== Given entries ==
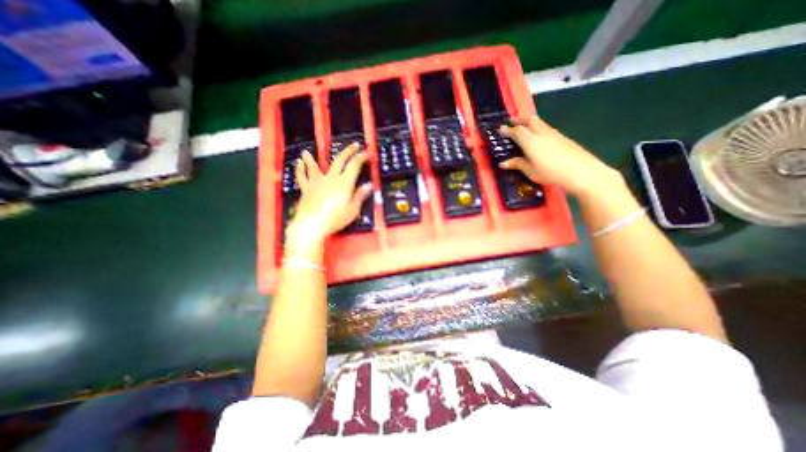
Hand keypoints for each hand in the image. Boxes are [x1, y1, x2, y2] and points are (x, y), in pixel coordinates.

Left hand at [285, 142, 373, 242]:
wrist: (312, 224)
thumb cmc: (335, 218)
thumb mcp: (353, 209)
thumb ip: (360, 195)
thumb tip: (369, 184)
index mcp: (344, 182)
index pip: (355, 165)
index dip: (362, 157)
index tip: (368, 152)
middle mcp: (331, 178)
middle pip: (339, 160)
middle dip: (348, 151)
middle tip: (354, 144)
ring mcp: (317, 182)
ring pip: (315, 166)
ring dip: (312, 158)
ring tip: (306, 151)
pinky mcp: (306, 188)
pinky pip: (302, 176)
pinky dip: (300, 169)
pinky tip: (297, 164)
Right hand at [498, 115, 618, 195]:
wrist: (580, 171)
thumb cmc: (550, 172)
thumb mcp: (530, 170)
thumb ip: (517, 164)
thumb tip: (503, 163)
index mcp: (530, 141)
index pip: (516, 131)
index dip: (508, 129)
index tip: (501, 129)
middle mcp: (541, 133)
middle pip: (529, 120)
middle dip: (519, 120)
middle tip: (513, 123)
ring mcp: (553, 133)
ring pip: (539, 122)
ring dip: (529, 123)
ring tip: (524, 129)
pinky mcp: (562, 137)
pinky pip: (546, 128)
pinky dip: (538, 129)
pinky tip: (538, 138)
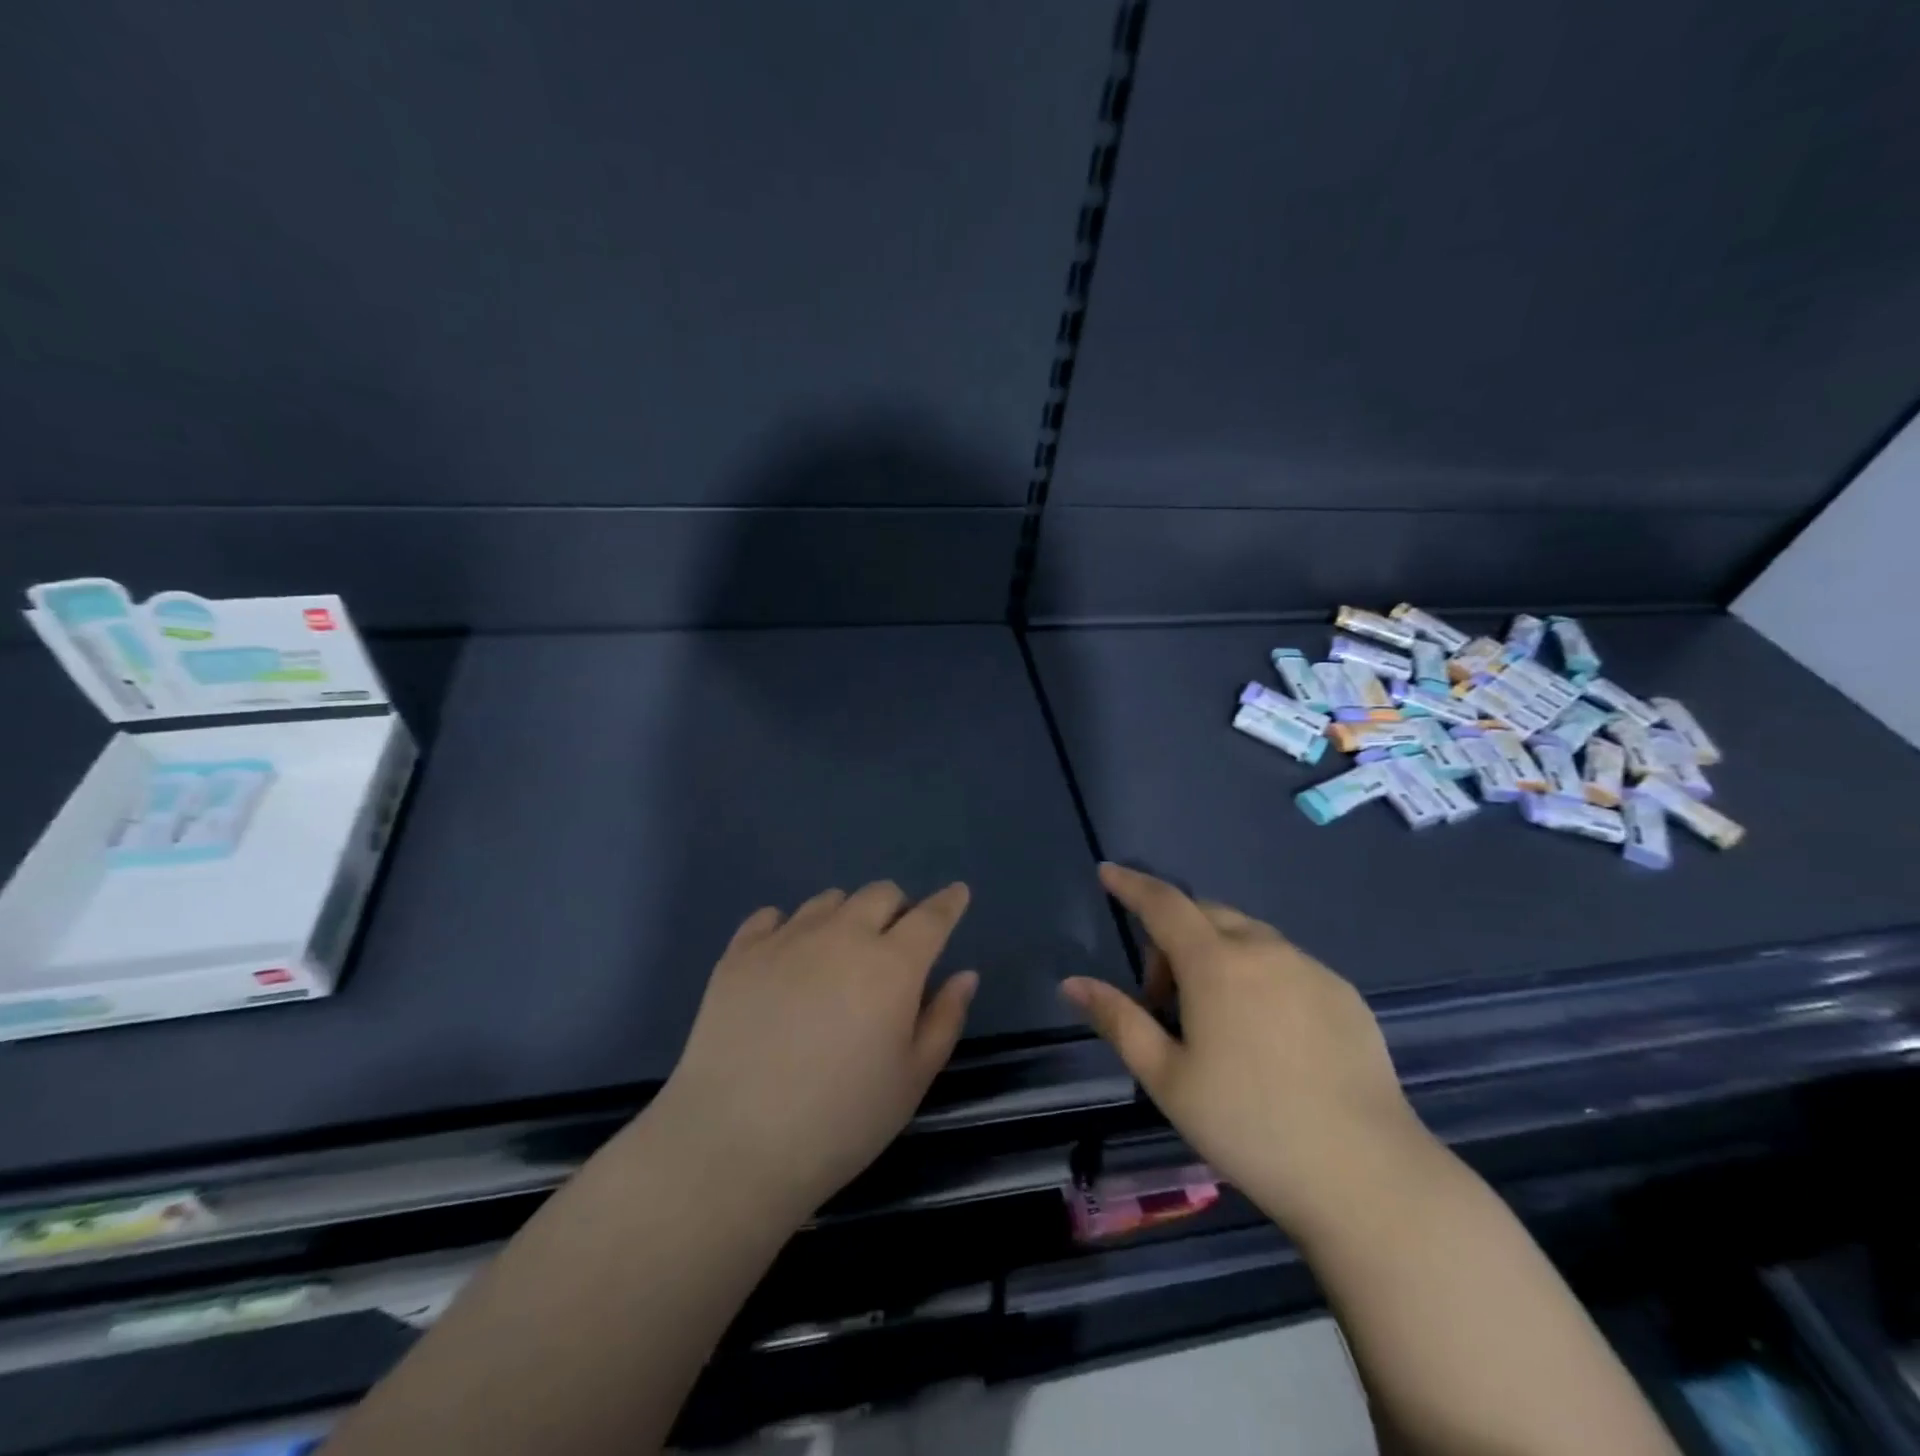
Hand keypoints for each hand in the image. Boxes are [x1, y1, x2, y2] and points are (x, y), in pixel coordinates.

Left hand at [650, 882, 977, 1219]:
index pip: (932, 917)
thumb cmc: (840, 1122)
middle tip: (892, 944)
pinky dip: (789, 927)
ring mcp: (786, 939)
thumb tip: (964, 974)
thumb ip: (944, 1019)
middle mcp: (842, 936)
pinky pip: (771, 916)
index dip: (949, 902)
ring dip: (845, 917)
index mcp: (892, 965)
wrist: (733, 1145)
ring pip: (828, 900)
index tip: (957, 894)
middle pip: (880, 894)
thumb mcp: (912, 1081)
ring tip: (837, 956)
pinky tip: (786, 959)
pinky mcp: (740, 954)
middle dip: (897, 909)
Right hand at [1062, 864, 1423, 1233]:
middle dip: (1172, 936)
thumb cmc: (1249, 1127)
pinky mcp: (1344, 994)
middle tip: (1164, 999)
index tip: (1108, 873)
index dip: (1131, 885)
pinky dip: (1259, 973)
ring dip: (1217, 954)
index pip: (1163, 904)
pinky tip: (1267, 1033)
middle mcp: (1265, 950)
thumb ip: (1118, 1020)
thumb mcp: (1167, 1078)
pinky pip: (1286, 962)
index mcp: (1216, 964)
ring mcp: (1311, 969)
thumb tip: (1072, 983)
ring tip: (1215, 1019)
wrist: (1366, 1176)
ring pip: (1248, 936)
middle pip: (1205, 914)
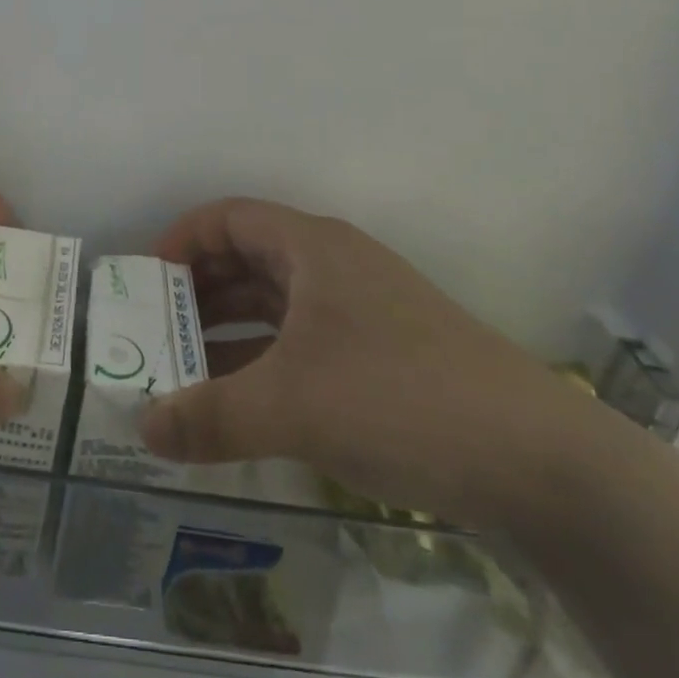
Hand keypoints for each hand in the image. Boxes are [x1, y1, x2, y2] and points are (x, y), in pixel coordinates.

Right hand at [141, 198, 601, 526]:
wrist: (537, 460)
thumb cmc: (400, 397)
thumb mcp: (292, 406)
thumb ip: (209, 416)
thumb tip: (140, 428)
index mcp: (311, 246)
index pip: (228, 217)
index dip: (180, 241)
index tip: (143, 283)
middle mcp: (333, 265)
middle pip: (247, 258)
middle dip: (196, 291)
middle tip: (151, 332)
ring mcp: (360, 310)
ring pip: (274, 303)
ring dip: (227, 330)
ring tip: (181, 370)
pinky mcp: (380, 354)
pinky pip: (301, 341)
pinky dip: (263, 360)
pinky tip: (239, 401)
===
■ What the exercise asks:
The records above are to be restated exactly, without their pictures.

■ Answer to this exercise:
Hand keypoints for each hand in the image. Boxes are [x1, y1, x2, y2] and points are (x, y), in pixel coordinates.

Left hand at [285, 142, 373, 242]:
wrist: (312, 224)
thumb cmc: (335, 218)
thumb mcp: (353, 209)
thumb ip: (360, 195)
thumb tip: (369, 184)
index mcp: (344, 182)
index pip: (355, 165)
index dip: (362, 157)
index tip: (368, 152)
middle mcp: (331, 178)
middle pip: (339, 160)
middle dip: (348, 151)
middle tip: (354, 144)
ring mcp: (317, 182)
ring pip: (315, 166)
ring dip: (312, 158)
ring tip: (306, 151)
pinky mcp: (306, 188)
pinky pip: (302, 176)
pinky dip: (300, 169)
pinky tip: (297, 164)
Right hand at [498, 115, 618, 195]:
wrist: (580, 171)
thumb cmc: (550, 172)
thumb mcp: (530, 170)
thumb ip: (517, 164)
thumb tip: (503, 163)
index mcp: (530, 141)
index pip: (516, 131)
index dip: (508, 129)
index tip: (501, 129)
middle mcp: (541, 133)
middle pip: (529, 120)
middle dip: (519, 120)
middle tip: (513, 123)
ring mcp: (553, 133)
ring pip: (539, 122)
ring dip: (529, 123)
ring tip: (524, 129)
pinky mcp: (562, 137)
pinky pip: (546, 128)
pinky dip: (538, 129)
pinky tip: (538, 138)
Hand keypoints for each hand in the image. Boxes are [x1, y1, x2, y2] and points are (x, y), in pixel coordinates.

Left hand at [650, 882, 977, 1219]:
index pip: (932, 917)
thumb cmc: (840, 1122)
middle tip: (892, 944)
pinky dip: (789, 927)
ring mcp: (786, 939)
thumb tip: (964, 974)
thumb ip: (944, 1019)
middle mcp: (842, 936)
pinky pip: (771, 916)
index dip: (949, 902)
ring dip: (845, 917)
index mcp: (892, 965)
wrist: (733, 1145)
ring pip: (828, 900)
index tip: (957, 894)
middle pip: (880, 894)
thumb mcp: (912, 1081)
ring tip: (837, 956)
pinky tip: (786, 959)
pinky mcp: (740, 954)
middle dip: (897, 909)
Right hand at [1062, 864, 1423, 1233]:
middle dip: (1172, 936)
thumb cmc: (1249, 1127)
pinky mcp: (1344, 994)
middle tip: (1164, 999)
index tip: (1108, 873)
index dip: (1131, 885)
pinky dip: (1259, 973)
ring dip: (1217, 954)
index pip: (1163, 904)
pinky tip: (1267, 1033)
middle mcp: (1265, 950)
thumb ip: (1118, 1020)
thumb mcp: (1167, 1078)
pinky pip: (1286, 962)
index mcp: (1216, 964)
ring mcp: (1311, 969)
thumb tip: (1072, 983)
ring tip: (1215, 1019)
wrist: (1366, 1176)
ring pip: (1248, 936)
middle pip: (1205, 914)
Hand keypoints for each hand in the image. Boxes are [x1, y1, x2, y2] and points are (x, y), in pixel coordinates.

Right hand at [141, 198, 601, 526]:
wrist: (537, 460)
thumb cmc: (400, 397)
thumb mcp: (292, 406)
thumb ip: (209, 416)
thumb tip: (140, 428)
index mcp: (311, 246)
index pip: (228, 217)
index dip: (180, 241)
index tip: (143, 283)
middle mcp: (333, 265)
middle pip: (247, 258)
middle dip: (196, 291)
middle tip: (151, 332)
ring mcp: (360, 310)
ring pip: (274, 303)
ring dip: (227, 330)
ring tip: (181, 370)
pinky mcp: (380, 354)
pinky pip: (301, 341)
pinky dip: (263, 360)
pinky tip: (239, 401)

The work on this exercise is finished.